With Medtronic doing the heavy lifting, Mazor's total operating expenses rose just 22% last year. Total revenue doubled to $65 million, which allowed the company to squeeze out a profit in the fourth quarter.
Mazor Robotics is just starting to generate a profit, so price-to-earnings ratios won't tell us much. At around 24.6 times trailing sales, the stock isn't a bargain, but it's certainly worth considering.
3. Corindus Vascular Robotics: Radiologists rejoice
If you think the lead bibs you have to put on before an X-ray are uncomfortable, imagine performing surgery in one. Repetitive stress injuries from operating in heavy protective gear shorten far too many interventional radiology careers, and malignancies arising from all that radiation exposure ruin a lot of retirement plans.
Corindus Vascular Robotics might have the most enthusiastic group of intended end users across the healthcare spectrum. The CorPath GRX system allows radiologists to sit at a comfortable distance from the action.
Corindus isn't as far along as Mazor, but the ball is rolling. During the fourth quarter of 2017, the company placed six new CorPath systems, raising the total installed base to 33. Corindus also employs a razor-and-blade business model and shipped 455 of the cassettes that need to be replaced after each procedure.
In February, the FDA cleared the CorPath for use in peripheral vascular interventions, which will significantly increase the number of potential patients CorPath can perform.

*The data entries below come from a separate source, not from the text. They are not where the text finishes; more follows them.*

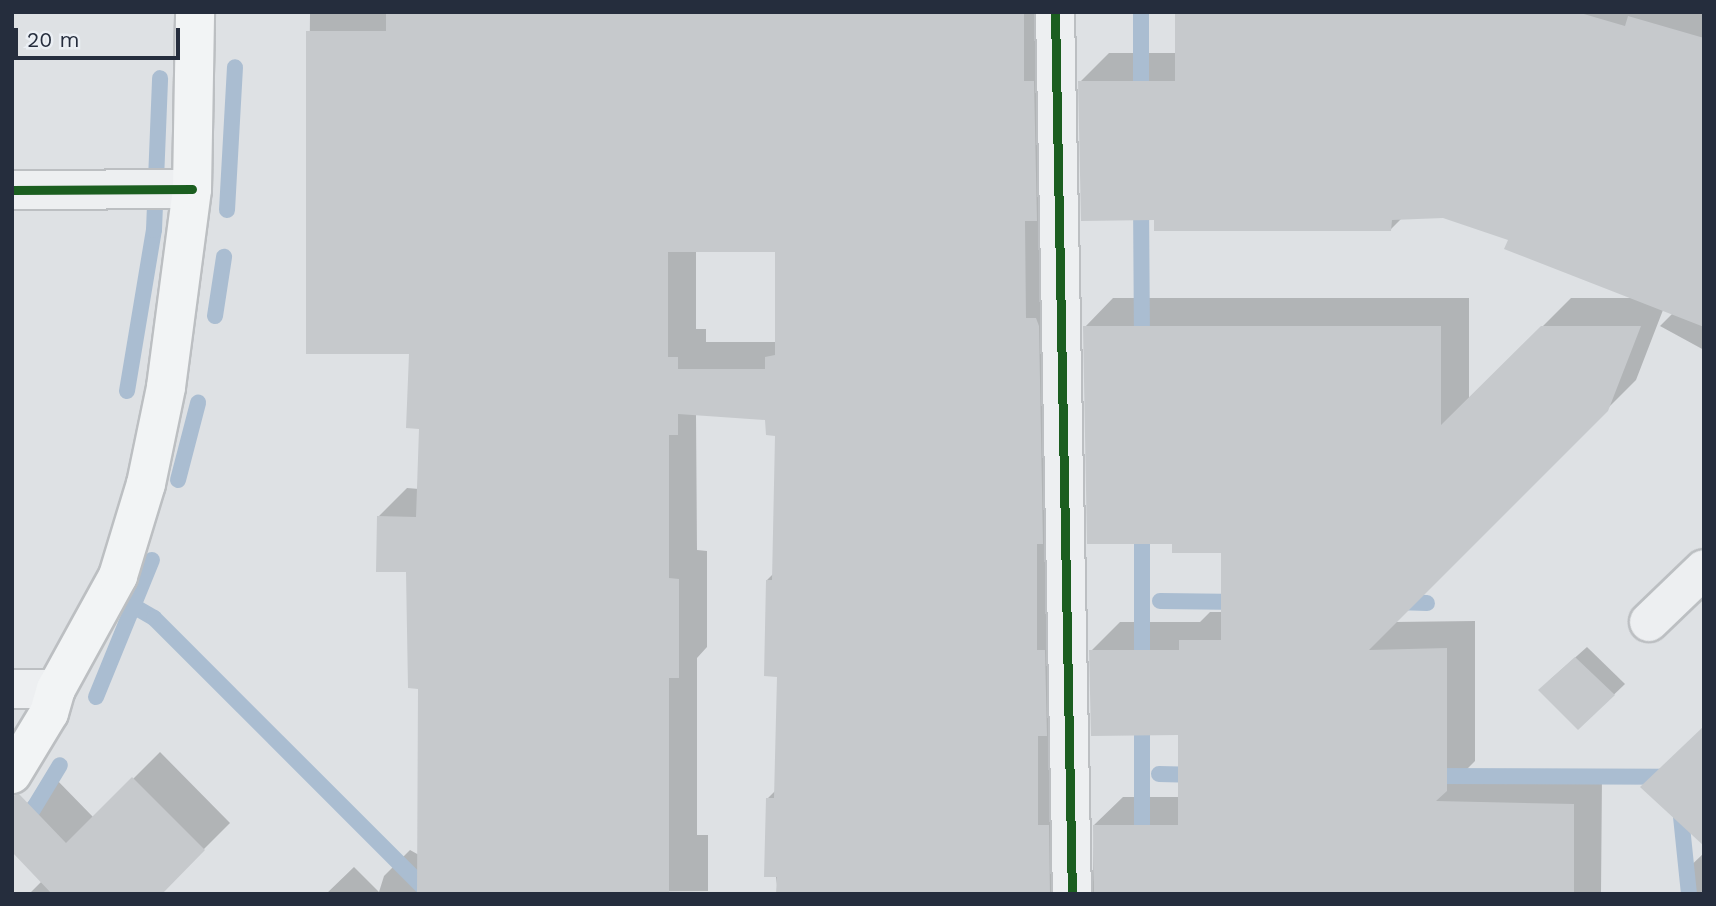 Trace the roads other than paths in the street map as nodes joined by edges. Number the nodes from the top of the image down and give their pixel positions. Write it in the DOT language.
graph roads {
  1 [pos="195,12"];
  2 [pos="1055,12"];
  3 [pos="192,189"];
  4 [pos="12,190"];
  5 [pos="1704,569"];
  6 [pos="1650,622"];
  7 [pos="12,689"];
  8 [pos="56,689"];
  9 [pos="12,774"];
  10 [pos="1072,894"];
  1 -- 3 [label="main road"];
  2 -- 10 [label="street"];
  3 -- 4 [label="street"];
  3 -- 8 [label="main road"];
  5 -- 6 [label="street"];
  7 -- 8 [label="street"];
  8 -- 9 [label="main road"];
} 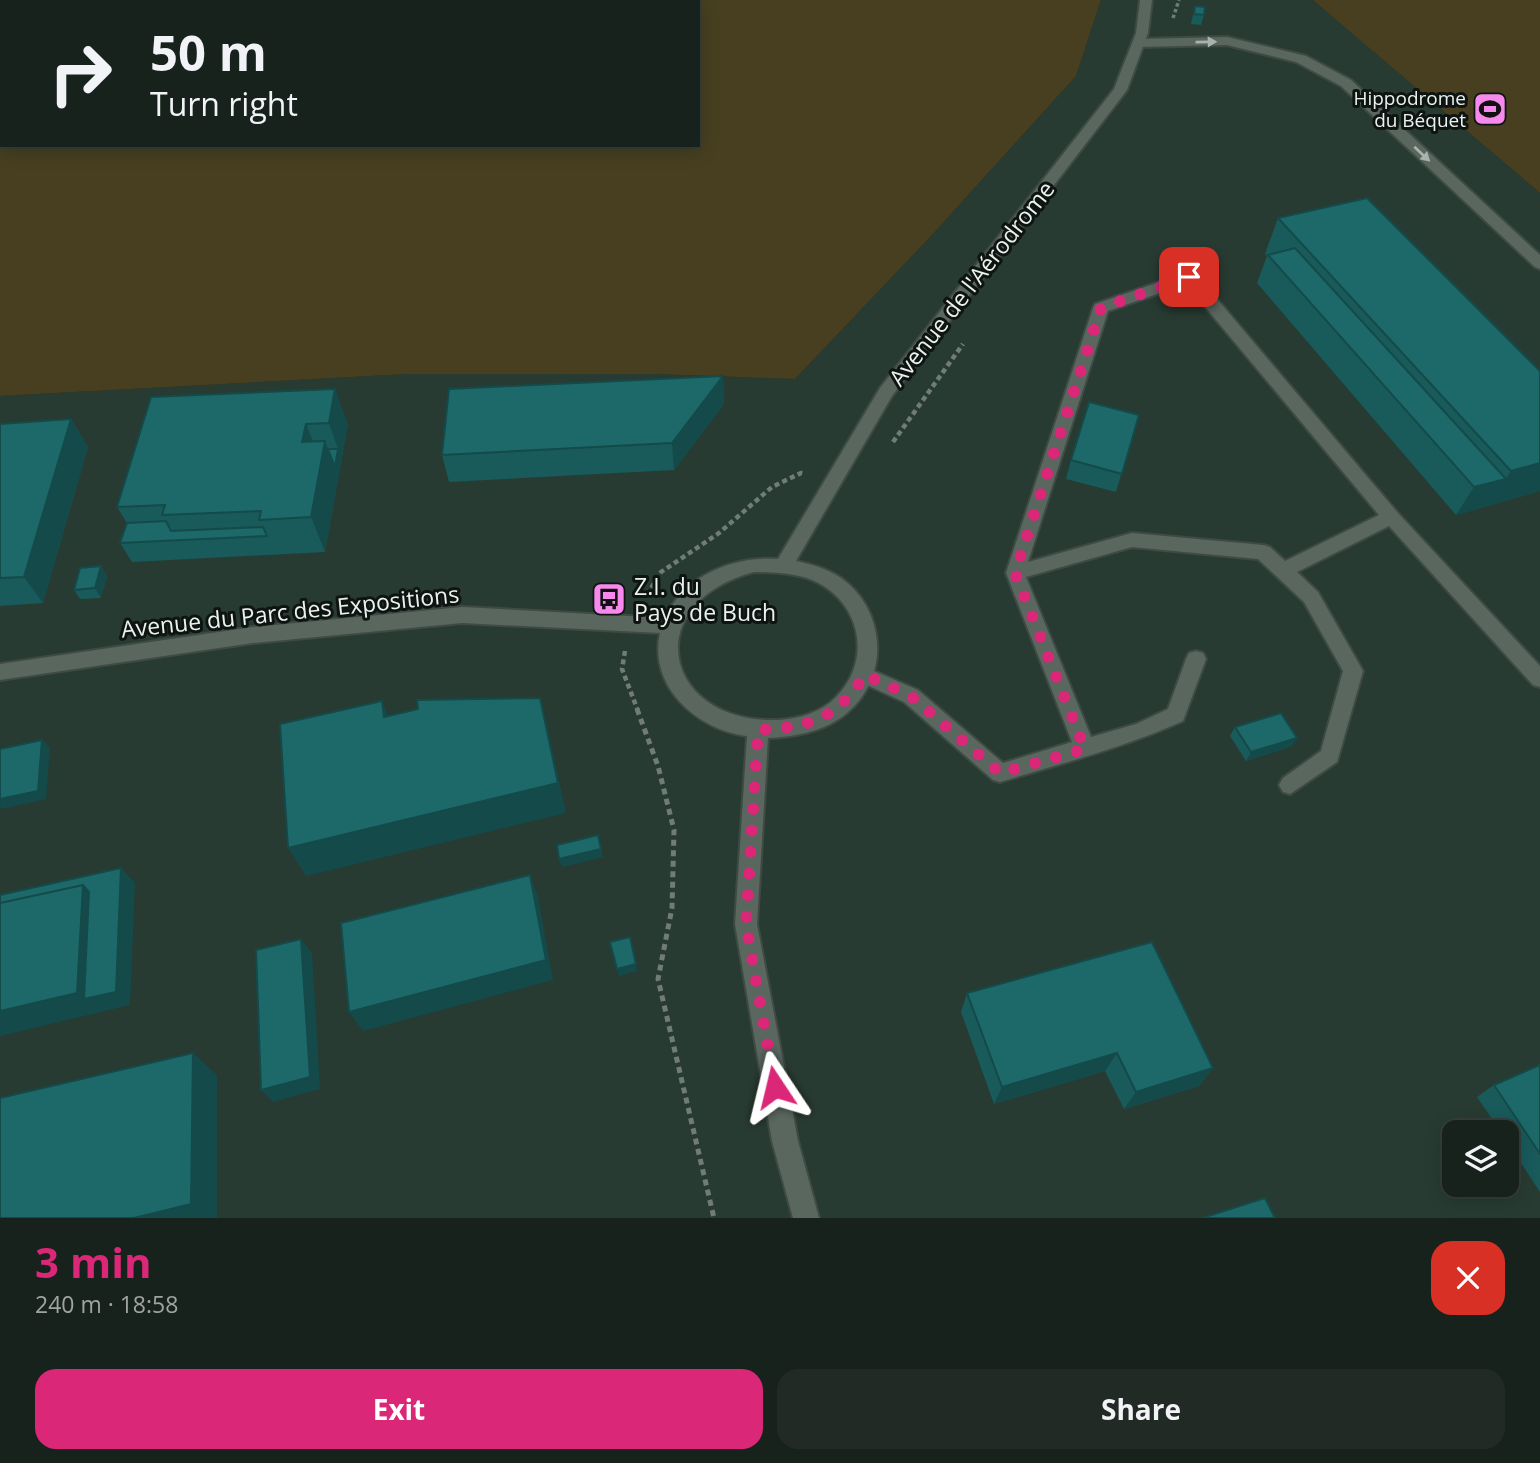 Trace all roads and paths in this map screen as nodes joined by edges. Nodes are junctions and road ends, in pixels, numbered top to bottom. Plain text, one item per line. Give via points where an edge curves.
1 (1146, 0) edge
2 (1138, 43) junction
3 (1540, 264) edge
4 (833, 481) junction
5 (1391, 517) junction
6 (784, 565) junction
7 (1283, 571) junction
8 (1015, 573) junction
9 (629, 624) junction
10 (671, 626) junction
11 (1196, 659) dead end
12 (0, 671) edge
13 (865, 675) junction
14 (1540, 679) edge
15 (758, 730) junction
16 (1085, 749) junction
17 (1290, 785) dead end
18 (714, 1218) edge
19 (806, 1218) edge

1 - 2 street, Avenue de l'Aérodrome
2 -> 3 street via 1227,41 1301,59 1346,83
2 - 4 street, Avenue de l'Aérodrome via 1120,90 886,392
4 - 6 street, Avenue de l'Aérodrome
4 - 9 path via 801,472 772,487 719,533 661,572
5 - 7 street
5 - 8 street via 1189,277 1101,308
5 - 14 street
6 - 10 street via 726,571 682,603
6 - 13 street via 812,572 856,603 867,626 871,651
7 - 8 street via 1263,552 1132,540
7 - 17 street via 1311,597 1353,671 1330,756
8 - 16 street
9 - 10 street, Avenue du Parc des Expositions
9 - 12 street, Avenue du Parc des Expositions via 462,615 253,635
9 - 18 path via 622,669 658,766 674,830 672,908 658,979
10 - 15 street via 668,653 676,681 696,705 724,722
11 - 16 street via 1176,715
13 - 15 street via 849,699 824,718 792,728
13 - 16 street via 911,696 1000,773
15 - 19 street via 746,924 785,1141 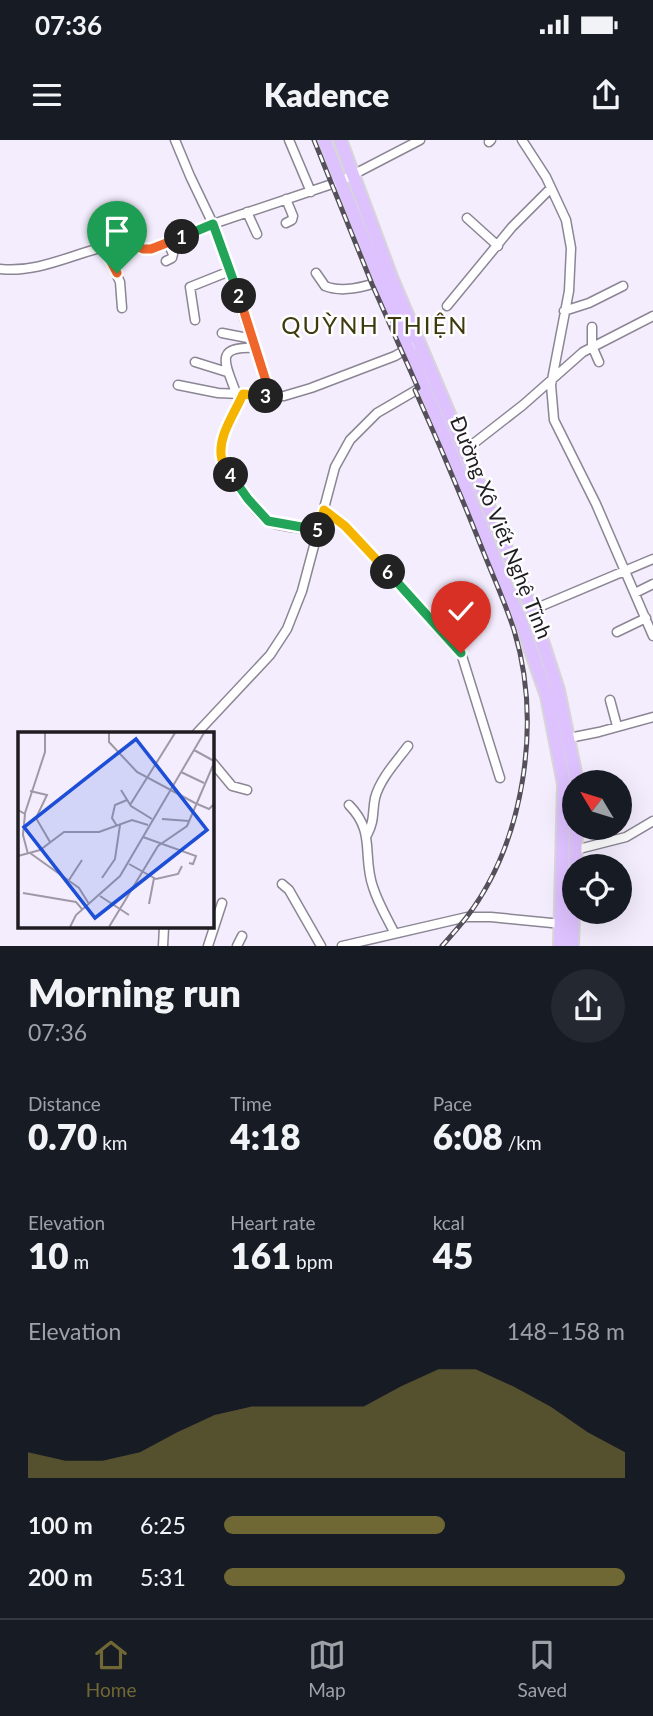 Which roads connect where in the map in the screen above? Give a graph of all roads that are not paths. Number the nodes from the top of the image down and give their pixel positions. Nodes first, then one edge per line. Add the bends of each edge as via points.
1 (175, 140) edge
2 (289, 140) edge
3 (324, 140) edge
4 (340, 140) edge
5 (420, 140) edge
6 (522, 140) edge
7 (353, 175) junction
8 (341, 181) junction
9 (551, 188) junction
10 (311, 192) junction
11 (286, 199) junction
12 (247, 212) junction
13 (467, 218) dead end
14 (286, 223) dead end
15 (213, 224) junction
16 (257, 234) dead end
17 (168, 243) junction
18 (498, 246) junction
19 (104, 248) junction
20 (166, 261) dead end
21 (0, 269) edge
22 (230, 271) junction
23 (316, 273) dead end
24 (386, 279) junction
25 (623, 286) dead end
26 (447, 306) dead end
27 (122, 308) dead end
28 (564, 311) junction
29 (653, 316) edge
30 (195, 320) dead end
31 (592, 327) dead end
32 (222, 334) dead end
33 (253, 339) junction
34 (413, 345) junction
35 (592, 346) junction
36 (256, 348) junction
37 (195, 362) dead end
38 (599, 362) dead end
39 (227, 372) junction
40 (553, 378) junction
41 (429, 383) junction
42 (178, 385) dead end
43 (239, 394) junction
44 (271, 397) junction
45 (464, 451) junction
46 (324, 510) junction
47 (318, 530) junction
48 (653, 559) edge
49 (626, 570) junction
50 (653, 584) edge
51 (635, 593) junction
52 (532, 610) junction
53 (646, 618) junction
54 (617, 632) dead end
55 (653, 635) edge
56 (610, 700) dead end
57 (653, 717) edge
58 (617, 726) junction
59 (198, 732) edge
60 (569, 738) junction
61 (408, 746) dead end
62 (214, 764) edge
63 (575, 770) edge
64 (500, 778) dead end
65 (247, 790) dead end
66 (349, 804) dead end
67 (653, 821) edge
68 (367, 835) junction
69 (575, 840) edge
70 (575, 850) junction
71 (566, 854) edge
72 (575, 854) edge
73 (282, 884) dead end
74 (222, 903) dead end
75 (214, 924) edge
76 (562, 924) edge
77 (567, 924) joint
78 (164, 928) edge
79 (212, 928) edge
80 (394, 932) junction
81 (242, 936) dead end
82 (206, 945) edge
83 (163, 946) edge
84 (237, 946) edge
85 (321, 946) edge
86 (342, 946) edge
87 (561, 946) edge
88 (572, 946) edge

1 - 15 street
2 - 10 street
3 - 8 highway, Đường Xô Viết Nghệ Tĩnh
4 - 7 highway, Đường Xô Viết Nghệ Tĩnh
5 - 7 street
6 - 9 street
7 - 8 street
7 - 24 highway, Đường Xô Viết Nghệ Tĩnh
8 - 10 street
8 - 24 highway, Đường Xô Viết Nghệ Tĩnh
9 - 18 street
9 - 28 street via 566,220 571,248
10 - 11 street
11 - 12 street
11 - 14 street via 293,216
12 - 15 street
12 - 16 street
13 - 18 street
15 - 17 street
15 - 22 street
17 - 19 street via 151,249 128,242
17 - 20 street via 173,254
18 - 26 street
19 - 21 street via 19,270
19 - 27 street via 120,282
22 - 30 street via 190,287
22 - 33 street
23 - 24 street via 327,287 354,288
24 - 34 highway, Đường Xô Viết Nghệ Tĩnh
25 - 28 street
28 - 40 street
29 - 35 street
31 - 35 street
32 - 33 street
33 - 36 street
34 - 41 highway, Đường Xô Viết Nghệ Tĩnh
34 - 44 street via 311,388
35 - 38 street
35 - 40 street
36 - 39 street via 231,349 225,362
36 - 44 street
37 - 39 street
39 - 43 street
40 - 45 street
40 - 49 street via 554,420
41 - 45 highway, Đường Xô Viết Nghệ Tĩnh
41 - 46 street via 377,413 350,440 335,467
41 - 71 highway, Đường Xô Viết Nghệ Tĩnh via 547,696 564,784
42 - 43 street
43 - 44 street
43 - 47 street via 221,459 268,521
45 - 52 highway, Đường Xô Viết Nghệ Tĩnh
46 - 47 street
46 - 64 street via 345,526 461,653
47 - 59 street via 287,629 270,655
48 - 49 street
49 - 51 street
49 - 52 street
50 - 51 street
51 - 53 street
52 - 60 highway, Đường Xô Viết Nghệ Tĩnh
53 - 54 street
53 - 55 street
56 - 58 street
57 - 58 street
58 - 60 street
60 - 63 highway, Đường Xô Viết Nghệ Tĩnh
61 - 68 street via 375,797 374,821
62 - 65 street via 232,786
66 - 68 street
67 - 70 street via 626,837
68 - 80 street via 372,884
69 - 70 highway
70 - 72 highway
73 - 85 street
74 - 75 street
76 - 80 street via 467,917
77 - 87 highway, Đường Xô Viết Nghệ Tĩnh
77 - 88 highway, Đường Xô Viết Nghệ Tĩnh
78 - 83 street
79 - 82 street
80 - 86 street
81 - 84 street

It's also the first system to receive FDA clearance for an automated robotic movement. Allowing surgeons to "navigate to a targeted lesion by automatically rotating the guidewire upon joystick retraction" isn't something you've seen in popular depictions of robots performing surgery on their own, but it's the first official step in that direction.
In the fourth quarter last year, Corindus lost $8 million after recording just $4.2 million in revenue. If system installations and procedure volume placements continue along their recent trajectory, this company's tiny $279 million market cap could swell several times over in a few short years. Proceeds from a less than terrific financing arrangement could provide enough liquidity to get the job done. Cautious investors will want to wait for at least one more positive quarterly report, but intrepid investors will want to consider buying this stock right now.
One to watch
TransEnterix stock rocketed last fall after the company received U.S. clearance for its Senhance robotic system, which is the first to provide feedback that mimics what surgeons would feel if they were performing the surgery directly. Senhance's haptic feedback system is popular with surgeons who have used it, and its reusable instruments should be a hit with hospital purchasing departments. To top it off, its arms can be moved independently of each other to accommodate various operating room setups.
Although TransEnterix gave hospitals plenty of reasons to buy a Senhance, uptake has been dismal. Senhance had a European marketing approval and a different name when an Italian device maker sold it to TransEnterix for $99.8 million in 2015. In 2017, the company received revenue related to just four Senhance systems installed worldwide.
When Transenterix reported 2017 earnings in March, management proudly boasted of two Senhance sales so far in 2018. Baby steps in the right direction are encouraging, but cautious investors will want to wait for a few more confident strides before they even consider buying this robotic-surgery stock.